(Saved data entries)

______________________________

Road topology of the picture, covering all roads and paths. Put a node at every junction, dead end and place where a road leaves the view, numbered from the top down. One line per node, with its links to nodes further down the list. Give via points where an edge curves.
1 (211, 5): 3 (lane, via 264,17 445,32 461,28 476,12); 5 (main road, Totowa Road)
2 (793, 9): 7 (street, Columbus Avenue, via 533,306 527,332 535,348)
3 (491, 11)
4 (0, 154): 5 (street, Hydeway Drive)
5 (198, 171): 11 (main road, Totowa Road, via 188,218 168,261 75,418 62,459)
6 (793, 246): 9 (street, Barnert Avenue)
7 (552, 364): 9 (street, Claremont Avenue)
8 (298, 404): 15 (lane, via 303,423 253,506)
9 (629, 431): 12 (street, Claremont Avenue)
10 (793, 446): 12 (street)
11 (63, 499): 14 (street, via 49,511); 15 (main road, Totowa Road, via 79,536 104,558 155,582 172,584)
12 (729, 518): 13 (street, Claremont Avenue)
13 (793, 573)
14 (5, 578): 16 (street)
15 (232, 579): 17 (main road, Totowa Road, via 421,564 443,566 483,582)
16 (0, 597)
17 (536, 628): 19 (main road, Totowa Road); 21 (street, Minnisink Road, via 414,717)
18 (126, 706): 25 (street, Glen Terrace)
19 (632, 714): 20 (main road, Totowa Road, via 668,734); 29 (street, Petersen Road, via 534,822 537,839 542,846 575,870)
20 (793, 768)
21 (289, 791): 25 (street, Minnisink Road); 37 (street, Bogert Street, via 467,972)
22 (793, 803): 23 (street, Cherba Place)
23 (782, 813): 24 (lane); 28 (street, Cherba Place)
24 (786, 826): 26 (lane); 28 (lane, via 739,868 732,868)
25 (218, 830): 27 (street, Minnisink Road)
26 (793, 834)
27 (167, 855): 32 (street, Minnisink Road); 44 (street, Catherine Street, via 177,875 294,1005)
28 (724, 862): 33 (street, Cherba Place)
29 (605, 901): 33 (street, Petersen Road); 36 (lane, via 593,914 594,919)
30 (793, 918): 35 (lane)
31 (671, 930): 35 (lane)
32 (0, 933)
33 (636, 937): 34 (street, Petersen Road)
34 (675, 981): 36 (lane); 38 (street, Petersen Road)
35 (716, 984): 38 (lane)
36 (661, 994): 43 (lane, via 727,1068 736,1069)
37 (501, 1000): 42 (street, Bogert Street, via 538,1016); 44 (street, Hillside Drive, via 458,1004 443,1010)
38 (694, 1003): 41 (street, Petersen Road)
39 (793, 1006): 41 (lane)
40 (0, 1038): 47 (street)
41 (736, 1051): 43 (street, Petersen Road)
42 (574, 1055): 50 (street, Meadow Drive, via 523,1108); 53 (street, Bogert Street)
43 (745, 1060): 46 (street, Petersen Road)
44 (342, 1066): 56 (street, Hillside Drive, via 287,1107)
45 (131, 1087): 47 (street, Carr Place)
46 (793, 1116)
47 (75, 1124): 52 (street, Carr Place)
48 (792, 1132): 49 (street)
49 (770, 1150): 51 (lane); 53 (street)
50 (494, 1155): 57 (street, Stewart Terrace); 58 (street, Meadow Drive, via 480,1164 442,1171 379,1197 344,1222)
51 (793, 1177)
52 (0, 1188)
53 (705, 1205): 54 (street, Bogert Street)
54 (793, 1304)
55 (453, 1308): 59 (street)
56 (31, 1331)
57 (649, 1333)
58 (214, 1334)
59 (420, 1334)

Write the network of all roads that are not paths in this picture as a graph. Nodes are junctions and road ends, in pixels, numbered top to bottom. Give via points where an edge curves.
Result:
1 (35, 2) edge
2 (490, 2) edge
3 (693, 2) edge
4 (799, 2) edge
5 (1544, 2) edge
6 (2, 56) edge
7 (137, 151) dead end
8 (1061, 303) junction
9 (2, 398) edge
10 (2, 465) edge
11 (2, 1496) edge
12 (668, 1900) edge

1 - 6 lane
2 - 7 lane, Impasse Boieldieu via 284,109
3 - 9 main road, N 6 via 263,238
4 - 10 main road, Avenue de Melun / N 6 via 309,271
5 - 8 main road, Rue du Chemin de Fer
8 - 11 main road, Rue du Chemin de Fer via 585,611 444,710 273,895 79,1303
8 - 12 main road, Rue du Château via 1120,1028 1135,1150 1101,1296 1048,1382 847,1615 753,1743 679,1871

______________________________

Go through the entries above and restate each one exactly.

● **Your solution**:
Road topology of the picture, covering all roads and paths. Put a node at every junction, dead end and place where a road leaves the view, numbered from the top down. One line per node, with its links to nodes further down the list. Give via points where an edge curves.
1 (211, 5): 3 (lane, via 264,17 445,32 461,28 476,12); 5 (main road, Totowa Road)
2 (793, 9): 7 (street, Columbus Avenue, via 533,306 527,332 535,348)
3 (491, 11)
4 (0, 154): 5 (street, Hydeway Drive)
5 (198, 171): 11 (main road, Totowa Road, via 188,218 168,261 75,418 62,459)
6 (793, 246): 9 (street, Barnert Avenue)
7 (552, 364): 9 (street, Claremont Avenue)
8 (298, 404): 15 (lane, via 303,423 253,506)
9 (629, 431): 12 (street, Claremont Avenue)
10 (793, 446): 12 (street)
11 (63, 499): 14 (street, via 49,511); 15 (main road, Totowa Road, via 79,536 104,558 155,582 172,584)
12 (729, 518): 13 (street, Claremont Avenue)
13 (793, 573)
14 (5, 578): 16 (street)
15 (232, 579): 17 (main road, Totowa Road, via 421,564 443,566 483,582)
16 (0, 597)
17 (536, 628): 19 (main road, Totowa Road); 21 (street, Minnisink Road, via 414,717)
18 (126, 706): 25 (street, Glen Terrace)
19 (632, 714): 20 (main road, Totowa Road, via 668,734); 29 (street, Petersen Road, via 534,822 537,839 542,846 575,870)
20 (793, 768)
21 (289, 791): 25 (street, Minnisink Road); 37 (street, Bogert Street, via 467,972)
22 (793, 803): 23 (street, Cherba Place)
23 (782, 813): 24 (lane); 28 (street, Cherba Place)
24 (786, 826): 26 (lane); 28 (lane, via 739,868 732,868)
25 (218, 830): 27 (street, Minnisink Road)
26 (793, 834)
27 (167, 855): 32 (street, Minnisink Road); 44 (street, Catherine Street, via 177,875 294,1005)
28 (724, 862): 33 (street, Cherba Place)
29 (605, 901): 33 (street, Petersen Road); 36 (lane, via 593,914 594,919)
30 (793, 918): 35 (lane)
31 (671, 930): 35 (lane)
32 (0, 933)
33 (636, 937): 34 (street, Petersen Road)
34 (675, 981): 36 (lane); 38 (street, Petersen Road)
35 (716, 984): 38 (lane)
36 (661, 994): 43 (lane, via 727,1068 736,1069)
37 (501, 1000): 42 (street, Bogert Street, via 538,1016); 44 (street, Hillside Drive, via 458,1004 443,1010)
38 (694, 1003): 41 (street, Petersen Road)
39 (793, 1006): 41 (lane)
40 (0, 1038): 47 (street)
41 (736, 1051): 43 (street, Petersen Road)
42 (574, 1055): 50 (street, Meadow Drive, via 523,1108); 53 (street, Bogert Street)
43 (745, 1060): 46 (street, Petersen Road)
44 (342, 1066): 56 (street, Hillside Drive, via 287,1107)
45 (131, 1087): 47 (street, Carr Place)
46 (793, 1116)
47 (75, 1124): 52 (street, Carr Place)
48 (792, 1132): 49 (street)
49 (770, 1150): 51 (lane); 53 (street)
50 (494, 1155): 57 (street, Stewart Terrace); 58 (street, Meadow Drive, via 480,1164 442,1171 379,1197 344,1222)
51 (793, 1177)
52 (0, 1188)
53 (705, 1205): 54 (street, Bogert Street)
54 (793, 1304)
55 (453, 1308): 59 (street)
56 (31, 1331)
57 (649, 1333)
58 (214, 1334)
59 (420, 1334)

Write the network of all roads that are not paths in this picture as a graph. Nodes are junctions and road ends, in pixels, numbered top to bottom. Give via points where an edge curves.
Result:
1 (35, 2) edge
2 (490, 2) edge
3 (693, 2) edge
4 (799, 2) edge
5 (1544, 2) edge
6 (2, 56) edge
7 (137, 151) dead end
8 (1061, 303) junction
9 (2, 398) edge
10 (2, 465) edge
11 (2, 1496) edge
12 (668, 1900) edge

1 - 6 lane
2 - 7 lane, Impasse Boieldieu via 284,109
3 - 9 main road, N 6 via 263,238
4 - 10 main road, Avenue de Melun / N 6 via 309,271
5 - 8 main road, Rue du Chemin de Fer
8 - 11 main road, Rue du Chemin de Fer via 585,611 444,710 273,895 79,1303
8 - 12 main road, Rue du Château via 1120,1028 1135,1150 1101,1296 1048,1382 847,1615 753,1743 679,1871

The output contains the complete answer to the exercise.